Shrugging, Gemma said, “I’m allowed to change my mind, aren’t I?”
Newnham
30 January 1963
Dearest Mummy
,
Sometimes I think this poetry is a curse, not a gift. The words haunt me when I should be sleeping, haunt me when I should be working, and they’re black, cold beasts I can’t tame into acceptable shapes. Six rejections just this week, without even a hint of encouragement. Why can’t I give it up, concentrate on my studies?
Last term’s workload was difficult—this term’s may be insurmountable. If I had been better prepared I might not be floundering so now, trying to make up for the lack of depth and breadth in my reading. And what shall I do with this degree, if I somehow manage to earn one of any distinction? Teach sixth-form girls in some dreary comprehensive, in the hopes that one of them will possess the gift I lacked?
Do you know how many women manage to publish poetry? And of the few that do, most have their work reviled by the critics for being too pretty, too feminine, but if they write anything else it’s said to be unsuitable. If I’d had any sense. I’d have taken that clerk’s job in the Brighton Woolworth’s. I’d be taking the bus home in the rain, warm and dry on the upper deck, not cycling everywhere through slush and sludge, rain cape and boots perpetually soaked. I’d have met some nice fellow and I’d go to the cinema with him on Fridays, and if he were persistent enough I might bring him home for tea. Marriage and babies would lurk in the offing, and these spiky thoughts would not jostle so in my head
.
Oh, poor Mummy, forgive me this outpouring of misery. I feel small and mean, burdening you with it, but I simply couldn’t go on without the hope of comfort. Tell me these feelings will pass, that the rain will stop, that my dreadful cold will go away, that someone, somewhere, will publish one of my poems
.
Your Lydia
CHAPTER
7
Tenderly, day that I have loved, I close your eyes,
And smooth your quiet brow, and fold your thin
dead hands.
R
UPERT
B
ROOKE
,
from “Day That I Have Loved”
Vic often thought that this was her favorite time, Kit asleep, the house still and quiet except for the occasional creak as it breathed. She sat at the kitchen table with a cup of milk hot from the microwave, for once neither reading nor writing, but simply thinking about her day. This was a habit begun in the last years with Ian as a way of avoiding bed until she knew he was asleep, and now enjoyed for its own sake.

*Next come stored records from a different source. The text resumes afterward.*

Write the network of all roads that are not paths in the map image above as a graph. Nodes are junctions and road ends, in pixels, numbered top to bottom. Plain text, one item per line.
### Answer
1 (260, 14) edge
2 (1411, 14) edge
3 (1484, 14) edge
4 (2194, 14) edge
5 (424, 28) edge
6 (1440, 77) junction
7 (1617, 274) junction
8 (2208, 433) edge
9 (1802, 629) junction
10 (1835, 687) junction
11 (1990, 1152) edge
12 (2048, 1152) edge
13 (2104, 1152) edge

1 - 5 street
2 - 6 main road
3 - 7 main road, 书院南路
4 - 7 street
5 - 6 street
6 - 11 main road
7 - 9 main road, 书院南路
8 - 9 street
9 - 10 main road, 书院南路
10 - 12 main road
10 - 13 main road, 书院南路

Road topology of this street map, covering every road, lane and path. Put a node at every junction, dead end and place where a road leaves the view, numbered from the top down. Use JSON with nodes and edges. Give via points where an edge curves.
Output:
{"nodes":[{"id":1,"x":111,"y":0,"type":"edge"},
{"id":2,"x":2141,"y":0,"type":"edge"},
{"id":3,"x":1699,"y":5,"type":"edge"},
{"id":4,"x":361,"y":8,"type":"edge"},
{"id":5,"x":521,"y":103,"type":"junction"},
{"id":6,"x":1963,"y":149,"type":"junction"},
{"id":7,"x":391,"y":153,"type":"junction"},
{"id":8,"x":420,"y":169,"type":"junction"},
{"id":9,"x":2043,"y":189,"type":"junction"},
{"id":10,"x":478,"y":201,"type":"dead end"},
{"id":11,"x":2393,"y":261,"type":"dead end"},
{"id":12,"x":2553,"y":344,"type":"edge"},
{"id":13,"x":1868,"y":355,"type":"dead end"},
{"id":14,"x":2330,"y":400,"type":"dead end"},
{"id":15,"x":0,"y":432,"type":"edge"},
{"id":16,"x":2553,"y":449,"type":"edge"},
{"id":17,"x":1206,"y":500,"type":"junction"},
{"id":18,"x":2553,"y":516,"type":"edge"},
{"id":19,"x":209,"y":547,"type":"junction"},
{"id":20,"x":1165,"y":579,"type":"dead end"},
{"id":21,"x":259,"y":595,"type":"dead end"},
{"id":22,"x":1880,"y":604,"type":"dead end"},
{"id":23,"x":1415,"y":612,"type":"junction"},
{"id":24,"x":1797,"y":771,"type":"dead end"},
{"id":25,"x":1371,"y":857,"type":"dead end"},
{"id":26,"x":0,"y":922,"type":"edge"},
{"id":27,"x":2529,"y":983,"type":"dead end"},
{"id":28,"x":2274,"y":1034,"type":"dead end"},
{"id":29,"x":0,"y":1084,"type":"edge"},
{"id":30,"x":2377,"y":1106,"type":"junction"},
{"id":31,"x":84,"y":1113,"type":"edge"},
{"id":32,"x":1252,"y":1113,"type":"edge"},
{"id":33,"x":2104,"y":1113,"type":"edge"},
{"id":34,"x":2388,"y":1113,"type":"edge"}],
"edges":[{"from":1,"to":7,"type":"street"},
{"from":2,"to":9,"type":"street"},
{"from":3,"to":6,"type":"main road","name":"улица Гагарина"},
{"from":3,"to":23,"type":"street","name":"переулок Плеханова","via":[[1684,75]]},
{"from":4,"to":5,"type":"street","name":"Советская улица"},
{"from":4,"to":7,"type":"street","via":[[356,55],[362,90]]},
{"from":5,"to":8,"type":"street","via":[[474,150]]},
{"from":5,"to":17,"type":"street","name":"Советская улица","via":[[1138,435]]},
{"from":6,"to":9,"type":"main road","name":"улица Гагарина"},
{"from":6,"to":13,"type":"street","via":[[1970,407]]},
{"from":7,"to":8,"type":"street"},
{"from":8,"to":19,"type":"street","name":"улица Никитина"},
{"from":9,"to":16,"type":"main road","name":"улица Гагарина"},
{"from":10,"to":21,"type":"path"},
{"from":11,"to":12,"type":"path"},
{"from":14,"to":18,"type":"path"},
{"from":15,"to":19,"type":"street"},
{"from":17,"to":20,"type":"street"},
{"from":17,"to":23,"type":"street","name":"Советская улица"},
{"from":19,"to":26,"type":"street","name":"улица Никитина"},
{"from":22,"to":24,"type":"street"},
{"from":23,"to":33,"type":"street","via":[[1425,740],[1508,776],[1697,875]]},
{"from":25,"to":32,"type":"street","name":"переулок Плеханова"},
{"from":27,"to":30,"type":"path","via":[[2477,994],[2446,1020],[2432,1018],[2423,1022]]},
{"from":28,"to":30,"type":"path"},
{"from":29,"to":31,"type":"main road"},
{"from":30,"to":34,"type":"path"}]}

They’d never had the money to do the kitchen up properly, so she’d got creative with paint and jumble sale finds, discovering an unexpected sense of pleasure in the process. Blue on the cabinets, sunflower yellow on the rough plaster walls, junk shop jugs and pitchers on the worktops and windowsill. The Welsh dresser with its blue-and-yellow Italian pottery she’d found for a song at an estate sale, along with the small oak, drop-leaf table and her Tiffany lamp. At least she always thought of it as her Tiffany lamp—it was probably a cheap imitation, but she meant to have it valued some day, just in case.